Destaque-se o Conselho Nacional de Autorregulamentação Publicitária – CONAR, que tem o objetivo de impedir a publicidade abusiva e/ou enganosa perante os consumidores. Este órgão não governamental e sem poder coativo desenvolveu o Código Brasileiro de Autorregulamentação Publicitária – CBAP[1] para regulamentar as “normas éticas aplicáveis à publicidade comercial, entendida como atividades destinadas a estimular o consumo de bens e serviços, bem como promover instituições, conceitos ou ideias” (Art. 8º).

Para além dessas regulamentações específicas, a proteção contra a publicidade enganosa e abusiva é um direito básico do consumidor, conforme estabelecido no artigo 6°, inciso IV, da Lei nº 8.078/90.

Diante desse cenário, em recente julgado do Tribunal de Justiça de São Paulo, uma influenciadora foi condenada a indenizar uma seguidora, por danos materiais e morais, após propaganda enganosa de um curso online[2].

A ação foi proposta em face da influenciadora e a empresa responsável pelo curso. A autora relata que pagou por uma “imersão” com a influenciadora e, com a compra, ganharia acesso gratuito a um curso de marketing digital. Este curso supostamente permitiria que a requerente se tornasse uma parceira de negócios da influenciadora, com a garantia de ganhar pelo menos R$ 250,00 (duzentos e cinquenta reais) por dia. No entanto, a demandante não recebeu os lucros prometidos.

Em sentença, a 10ª Vara Cível do Foro Regional de Santo Amaro determinou o ressarcimento de R$ 829,80 (oitocentos e vinte e nove reais e oitenta centavos) a título de danos materiais, bem como declarou a nulidade do contrato firmado entre as partes.

A sentença destacou a ausência de comprovação de marketing multinível[3], bem como julgou improcedente o pedido de indenização por lucros cessantes e o de danos morais.

A autora interpôs recurso de apelação buscando o reconhecimento dos pedidos improcedentes e, em acórdão, a 30ª Câmara de Direito Privado deu provimento em parte ao recurso, condenando a empresa de consultoria e a influenciadora ao pagamento de R$ 5.000,00 (cinco mil reais) a título de indenização por danos morais.

Para a Relatora Maria Lucia Pizzotti, “é evidente o dano moral suportado pela autora, que foi vítima de graves violações à legislação consumerista perpetradas por pessoa que se utiliza de seu prestígio público para tanto”.

Da análise dos autos, observamos que o cenário atual dos influenciadores digitais desponta como catalisador de comportamentos e até de decisões de se profissionalizar e buscar melhores condições de vida, como ficou evidente no caso em questão.

Além disso, é importante ressaltar que as relações não orgânicas, muitas vezes mediadas por algoritmos, contribuem para problemas como os descritos nos autos.

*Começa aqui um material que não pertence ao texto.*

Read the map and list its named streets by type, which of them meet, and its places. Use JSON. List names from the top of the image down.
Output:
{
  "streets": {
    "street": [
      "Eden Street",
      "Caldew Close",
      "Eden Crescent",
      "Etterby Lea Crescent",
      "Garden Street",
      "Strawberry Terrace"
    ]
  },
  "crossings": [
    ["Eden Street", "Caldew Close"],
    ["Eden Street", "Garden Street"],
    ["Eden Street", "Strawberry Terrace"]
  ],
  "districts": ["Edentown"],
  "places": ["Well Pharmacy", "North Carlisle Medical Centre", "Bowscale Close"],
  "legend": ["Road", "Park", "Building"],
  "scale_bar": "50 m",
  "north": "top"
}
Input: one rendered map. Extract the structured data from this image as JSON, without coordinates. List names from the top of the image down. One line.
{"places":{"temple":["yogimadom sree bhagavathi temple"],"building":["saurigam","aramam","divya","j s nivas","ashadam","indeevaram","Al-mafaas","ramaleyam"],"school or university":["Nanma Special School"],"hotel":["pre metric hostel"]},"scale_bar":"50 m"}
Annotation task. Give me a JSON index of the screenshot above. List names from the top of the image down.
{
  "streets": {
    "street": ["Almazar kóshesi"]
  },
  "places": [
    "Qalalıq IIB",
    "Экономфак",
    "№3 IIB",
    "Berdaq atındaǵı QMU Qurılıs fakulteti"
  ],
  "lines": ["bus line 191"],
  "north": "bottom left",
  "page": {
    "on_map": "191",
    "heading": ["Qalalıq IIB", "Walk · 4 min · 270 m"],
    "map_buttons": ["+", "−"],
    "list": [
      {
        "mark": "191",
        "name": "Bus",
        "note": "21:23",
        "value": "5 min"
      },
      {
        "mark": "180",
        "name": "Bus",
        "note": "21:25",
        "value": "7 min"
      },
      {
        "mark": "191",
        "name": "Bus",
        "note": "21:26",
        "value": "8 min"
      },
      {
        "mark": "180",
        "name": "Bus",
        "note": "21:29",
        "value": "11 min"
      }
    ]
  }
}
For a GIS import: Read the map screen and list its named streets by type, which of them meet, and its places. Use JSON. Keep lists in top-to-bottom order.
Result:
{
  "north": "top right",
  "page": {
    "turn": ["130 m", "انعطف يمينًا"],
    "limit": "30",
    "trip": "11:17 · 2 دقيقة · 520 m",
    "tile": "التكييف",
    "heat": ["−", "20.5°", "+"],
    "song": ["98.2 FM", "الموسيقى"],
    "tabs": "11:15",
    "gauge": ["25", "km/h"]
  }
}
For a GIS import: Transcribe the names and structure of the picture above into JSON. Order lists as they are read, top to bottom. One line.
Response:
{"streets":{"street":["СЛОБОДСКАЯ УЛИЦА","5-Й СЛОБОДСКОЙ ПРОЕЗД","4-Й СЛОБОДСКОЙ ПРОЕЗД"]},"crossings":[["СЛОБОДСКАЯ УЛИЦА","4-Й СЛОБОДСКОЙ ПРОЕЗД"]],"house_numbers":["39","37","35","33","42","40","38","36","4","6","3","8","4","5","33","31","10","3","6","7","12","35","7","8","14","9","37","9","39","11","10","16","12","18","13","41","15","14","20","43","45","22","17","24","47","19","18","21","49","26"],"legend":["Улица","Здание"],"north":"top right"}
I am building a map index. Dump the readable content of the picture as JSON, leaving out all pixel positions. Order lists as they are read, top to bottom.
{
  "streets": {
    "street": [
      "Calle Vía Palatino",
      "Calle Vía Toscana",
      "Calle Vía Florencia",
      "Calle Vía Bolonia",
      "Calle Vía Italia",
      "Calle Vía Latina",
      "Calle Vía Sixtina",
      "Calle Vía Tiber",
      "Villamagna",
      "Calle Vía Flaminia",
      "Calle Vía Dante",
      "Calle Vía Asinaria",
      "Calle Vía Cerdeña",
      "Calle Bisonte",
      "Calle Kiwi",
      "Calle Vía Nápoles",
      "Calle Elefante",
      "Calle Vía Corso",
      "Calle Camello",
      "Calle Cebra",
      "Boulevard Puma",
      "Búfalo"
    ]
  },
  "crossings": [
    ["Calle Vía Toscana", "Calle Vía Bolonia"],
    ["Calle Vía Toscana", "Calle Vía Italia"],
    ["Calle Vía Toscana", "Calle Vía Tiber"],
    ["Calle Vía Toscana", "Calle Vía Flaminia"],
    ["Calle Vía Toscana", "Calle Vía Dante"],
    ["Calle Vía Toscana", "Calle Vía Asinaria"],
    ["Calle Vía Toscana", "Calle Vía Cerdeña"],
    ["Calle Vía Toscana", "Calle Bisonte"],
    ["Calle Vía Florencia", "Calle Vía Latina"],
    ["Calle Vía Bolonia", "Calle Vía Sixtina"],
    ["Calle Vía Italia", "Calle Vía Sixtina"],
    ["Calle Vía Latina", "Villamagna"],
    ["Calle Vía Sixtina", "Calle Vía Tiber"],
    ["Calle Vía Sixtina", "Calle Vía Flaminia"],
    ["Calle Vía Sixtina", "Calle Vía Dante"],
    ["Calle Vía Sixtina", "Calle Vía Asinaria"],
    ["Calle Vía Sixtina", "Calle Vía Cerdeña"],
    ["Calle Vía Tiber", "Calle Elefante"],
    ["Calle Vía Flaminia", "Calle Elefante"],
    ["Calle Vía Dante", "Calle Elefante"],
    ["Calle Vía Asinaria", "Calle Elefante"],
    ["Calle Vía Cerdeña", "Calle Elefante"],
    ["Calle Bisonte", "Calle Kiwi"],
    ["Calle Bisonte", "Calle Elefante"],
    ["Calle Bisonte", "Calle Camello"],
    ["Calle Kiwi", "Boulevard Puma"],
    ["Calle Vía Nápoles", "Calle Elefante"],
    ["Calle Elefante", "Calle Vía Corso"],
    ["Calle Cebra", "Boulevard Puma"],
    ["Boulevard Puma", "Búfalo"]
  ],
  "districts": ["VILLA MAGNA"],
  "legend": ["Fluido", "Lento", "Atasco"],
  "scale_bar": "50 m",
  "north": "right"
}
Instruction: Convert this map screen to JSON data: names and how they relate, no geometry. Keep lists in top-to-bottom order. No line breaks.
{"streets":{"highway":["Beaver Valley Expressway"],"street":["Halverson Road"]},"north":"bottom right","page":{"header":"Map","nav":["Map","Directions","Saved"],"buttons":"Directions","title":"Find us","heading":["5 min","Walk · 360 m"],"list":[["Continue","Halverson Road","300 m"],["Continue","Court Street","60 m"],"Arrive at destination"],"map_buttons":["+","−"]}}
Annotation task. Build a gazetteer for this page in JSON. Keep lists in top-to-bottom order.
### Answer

A própria autora narra que estava fragilizada financeiramente e tinha interesse no curso por conta de toda a "ilusão de riqueza fácil" propagada pela influenciadora, que também é empresária e coach.

É de se consignar, ainda, que uma tendência do ano passado foram os sites de apostas, os quais movimentaram até R$ 120 bilhões no Brasil, conforme relatório da XP[4]. Estes jogos, frequentemente patrocinados por influenciadores, destacam esse lado da cultura digital que preocupa. No final do mesmo ano, uma reportagem do Fantástico, da TV Globo, trouxe à tona detalhes das investigações sobre jogos ilegais e mostrou os influenciadores envolvidos, revelando uma gama de promessas enganosas e a exploração irresponsável do público, em sua maioria, jovem e vulnerável[5].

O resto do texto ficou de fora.